* **DESCRIPTION OF THE TASK**
Determine the number of lines in these entries that hold the word "PERERA". Give the number and nothing more.

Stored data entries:
------

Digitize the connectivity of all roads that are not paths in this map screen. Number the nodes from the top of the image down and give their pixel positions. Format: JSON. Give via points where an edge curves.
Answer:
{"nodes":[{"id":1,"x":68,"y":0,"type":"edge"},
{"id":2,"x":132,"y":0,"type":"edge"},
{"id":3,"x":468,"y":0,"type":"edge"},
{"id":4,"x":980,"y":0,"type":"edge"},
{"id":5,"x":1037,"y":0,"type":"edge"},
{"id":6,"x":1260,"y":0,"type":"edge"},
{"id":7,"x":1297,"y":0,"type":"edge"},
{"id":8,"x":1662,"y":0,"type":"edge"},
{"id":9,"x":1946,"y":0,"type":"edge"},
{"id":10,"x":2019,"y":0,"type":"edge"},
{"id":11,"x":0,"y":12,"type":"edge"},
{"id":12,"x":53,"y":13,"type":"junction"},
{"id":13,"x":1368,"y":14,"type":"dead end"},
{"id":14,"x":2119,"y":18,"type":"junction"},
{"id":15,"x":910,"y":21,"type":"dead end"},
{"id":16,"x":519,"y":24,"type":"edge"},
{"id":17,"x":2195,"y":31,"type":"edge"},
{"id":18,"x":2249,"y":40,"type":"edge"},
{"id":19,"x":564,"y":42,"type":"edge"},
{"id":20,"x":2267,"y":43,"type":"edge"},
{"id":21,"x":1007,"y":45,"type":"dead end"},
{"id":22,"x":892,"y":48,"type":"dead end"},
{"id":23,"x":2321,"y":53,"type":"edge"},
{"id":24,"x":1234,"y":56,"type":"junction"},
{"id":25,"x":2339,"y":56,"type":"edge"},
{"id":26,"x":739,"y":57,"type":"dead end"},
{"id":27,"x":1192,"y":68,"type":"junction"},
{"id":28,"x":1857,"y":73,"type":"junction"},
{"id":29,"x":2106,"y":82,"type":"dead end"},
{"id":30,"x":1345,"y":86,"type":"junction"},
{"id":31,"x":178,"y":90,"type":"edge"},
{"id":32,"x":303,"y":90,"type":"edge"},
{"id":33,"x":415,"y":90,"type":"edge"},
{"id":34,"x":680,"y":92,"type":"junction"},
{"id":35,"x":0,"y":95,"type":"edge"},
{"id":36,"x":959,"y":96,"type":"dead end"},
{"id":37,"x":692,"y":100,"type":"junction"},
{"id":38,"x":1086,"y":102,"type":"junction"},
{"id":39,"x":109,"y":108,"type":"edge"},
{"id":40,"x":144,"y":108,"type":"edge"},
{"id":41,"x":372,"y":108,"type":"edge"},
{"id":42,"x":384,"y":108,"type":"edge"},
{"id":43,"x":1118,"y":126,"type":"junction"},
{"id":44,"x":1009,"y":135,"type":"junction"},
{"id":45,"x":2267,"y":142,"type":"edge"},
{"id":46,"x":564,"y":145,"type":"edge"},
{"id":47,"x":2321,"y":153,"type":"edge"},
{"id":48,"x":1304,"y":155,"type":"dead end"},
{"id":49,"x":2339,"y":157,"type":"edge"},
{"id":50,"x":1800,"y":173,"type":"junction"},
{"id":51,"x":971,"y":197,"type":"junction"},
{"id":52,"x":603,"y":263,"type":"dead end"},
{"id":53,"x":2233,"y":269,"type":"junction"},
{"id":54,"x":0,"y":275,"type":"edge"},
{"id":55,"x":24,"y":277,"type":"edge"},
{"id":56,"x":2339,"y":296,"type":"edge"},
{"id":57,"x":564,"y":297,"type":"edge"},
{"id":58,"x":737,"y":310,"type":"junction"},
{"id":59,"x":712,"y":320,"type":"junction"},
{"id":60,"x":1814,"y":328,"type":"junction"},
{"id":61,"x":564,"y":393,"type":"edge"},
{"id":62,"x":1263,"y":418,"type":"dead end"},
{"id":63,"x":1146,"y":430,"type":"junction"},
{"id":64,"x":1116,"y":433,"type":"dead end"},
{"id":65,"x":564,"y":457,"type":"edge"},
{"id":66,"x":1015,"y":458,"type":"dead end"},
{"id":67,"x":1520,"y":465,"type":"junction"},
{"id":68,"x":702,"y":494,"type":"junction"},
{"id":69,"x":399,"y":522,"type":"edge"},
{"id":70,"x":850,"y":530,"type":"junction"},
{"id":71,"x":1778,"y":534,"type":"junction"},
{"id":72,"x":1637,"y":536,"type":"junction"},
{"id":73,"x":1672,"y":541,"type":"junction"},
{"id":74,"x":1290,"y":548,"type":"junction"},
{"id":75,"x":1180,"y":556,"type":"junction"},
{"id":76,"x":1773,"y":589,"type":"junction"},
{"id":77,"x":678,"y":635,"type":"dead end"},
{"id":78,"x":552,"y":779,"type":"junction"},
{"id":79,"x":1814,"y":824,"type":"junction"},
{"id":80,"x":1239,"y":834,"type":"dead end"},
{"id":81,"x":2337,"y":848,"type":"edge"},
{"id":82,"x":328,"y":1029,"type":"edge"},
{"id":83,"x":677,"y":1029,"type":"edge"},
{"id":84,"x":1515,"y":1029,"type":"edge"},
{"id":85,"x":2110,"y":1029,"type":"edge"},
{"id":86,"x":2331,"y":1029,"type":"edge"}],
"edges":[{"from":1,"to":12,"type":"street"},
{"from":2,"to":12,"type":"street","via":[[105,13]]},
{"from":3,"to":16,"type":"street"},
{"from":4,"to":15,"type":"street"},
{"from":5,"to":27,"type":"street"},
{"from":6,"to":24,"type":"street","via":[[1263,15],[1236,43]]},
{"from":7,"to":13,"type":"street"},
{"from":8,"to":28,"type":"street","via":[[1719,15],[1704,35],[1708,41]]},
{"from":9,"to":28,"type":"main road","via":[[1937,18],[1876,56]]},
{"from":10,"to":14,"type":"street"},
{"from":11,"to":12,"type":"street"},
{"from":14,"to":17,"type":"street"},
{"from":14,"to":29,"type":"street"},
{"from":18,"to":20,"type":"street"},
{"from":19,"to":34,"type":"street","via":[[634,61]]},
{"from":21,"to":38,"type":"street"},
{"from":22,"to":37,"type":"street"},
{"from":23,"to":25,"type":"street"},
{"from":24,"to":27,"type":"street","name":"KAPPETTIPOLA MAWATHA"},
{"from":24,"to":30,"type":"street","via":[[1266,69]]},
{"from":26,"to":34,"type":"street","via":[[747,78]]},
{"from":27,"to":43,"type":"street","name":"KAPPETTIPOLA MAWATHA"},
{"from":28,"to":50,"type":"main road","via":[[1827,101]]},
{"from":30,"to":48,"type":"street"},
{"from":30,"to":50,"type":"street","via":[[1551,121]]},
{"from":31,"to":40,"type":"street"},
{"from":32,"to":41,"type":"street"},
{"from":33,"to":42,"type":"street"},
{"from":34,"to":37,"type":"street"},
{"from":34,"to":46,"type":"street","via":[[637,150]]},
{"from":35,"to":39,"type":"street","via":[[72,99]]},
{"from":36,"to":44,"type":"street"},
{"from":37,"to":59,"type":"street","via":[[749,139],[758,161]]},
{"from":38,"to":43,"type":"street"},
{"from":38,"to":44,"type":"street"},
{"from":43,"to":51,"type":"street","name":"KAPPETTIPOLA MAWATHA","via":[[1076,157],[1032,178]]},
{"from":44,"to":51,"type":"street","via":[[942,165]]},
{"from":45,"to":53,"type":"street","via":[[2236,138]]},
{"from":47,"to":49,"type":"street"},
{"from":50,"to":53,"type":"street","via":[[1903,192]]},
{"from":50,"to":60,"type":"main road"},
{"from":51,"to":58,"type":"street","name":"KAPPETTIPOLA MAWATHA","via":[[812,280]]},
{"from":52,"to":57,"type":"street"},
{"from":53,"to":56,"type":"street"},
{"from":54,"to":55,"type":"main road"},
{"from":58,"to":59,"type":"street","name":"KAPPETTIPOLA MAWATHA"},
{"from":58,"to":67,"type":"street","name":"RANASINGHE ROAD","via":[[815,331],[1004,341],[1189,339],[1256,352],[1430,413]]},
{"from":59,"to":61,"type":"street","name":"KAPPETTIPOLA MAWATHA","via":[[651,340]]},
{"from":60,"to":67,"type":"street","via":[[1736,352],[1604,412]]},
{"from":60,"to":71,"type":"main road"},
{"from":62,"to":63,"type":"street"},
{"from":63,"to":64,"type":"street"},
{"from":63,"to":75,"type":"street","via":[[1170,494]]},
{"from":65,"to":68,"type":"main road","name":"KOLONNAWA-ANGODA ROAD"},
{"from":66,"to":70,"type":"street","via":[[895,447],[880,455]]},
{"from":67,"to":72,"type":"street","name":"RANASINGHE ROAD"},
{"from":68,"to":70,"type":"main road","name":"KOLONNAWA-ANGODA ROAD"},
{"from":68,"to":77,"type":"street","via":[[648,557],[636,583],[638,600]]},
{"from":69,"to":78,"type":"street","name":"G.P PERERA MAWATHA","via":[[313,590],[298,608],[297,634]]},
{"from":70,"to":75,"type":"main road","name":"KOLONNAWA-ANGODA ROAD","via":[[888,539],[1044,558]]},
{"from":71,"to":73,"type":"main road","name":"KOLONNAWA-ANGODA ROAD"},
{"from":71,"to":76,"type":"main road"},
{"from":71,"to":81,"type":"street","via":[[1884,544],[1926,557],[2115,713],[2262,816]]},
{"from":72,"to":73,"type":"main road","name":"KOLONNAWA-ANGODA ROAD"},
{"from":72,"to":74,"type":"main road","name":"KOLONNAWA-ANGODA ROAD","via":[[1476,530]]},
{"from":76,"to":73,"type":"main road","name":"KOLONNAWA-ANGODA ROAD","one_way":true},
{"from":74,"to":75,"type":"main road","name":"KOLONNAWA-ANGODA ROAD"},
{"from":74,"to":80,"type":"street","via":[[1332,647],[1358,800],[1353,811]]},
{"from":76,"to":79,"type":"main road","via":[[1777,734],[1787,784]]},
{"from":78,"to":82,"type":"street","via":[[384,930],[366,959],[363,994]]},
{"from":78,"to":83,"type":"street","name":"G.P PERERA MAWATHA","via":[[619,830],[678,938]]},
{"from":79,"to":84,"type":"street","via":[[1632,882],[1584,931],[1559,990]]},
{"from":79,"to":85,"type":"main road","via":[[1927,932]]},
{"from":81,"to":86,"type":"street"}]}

------

* **WRITTEN ANSWER**
2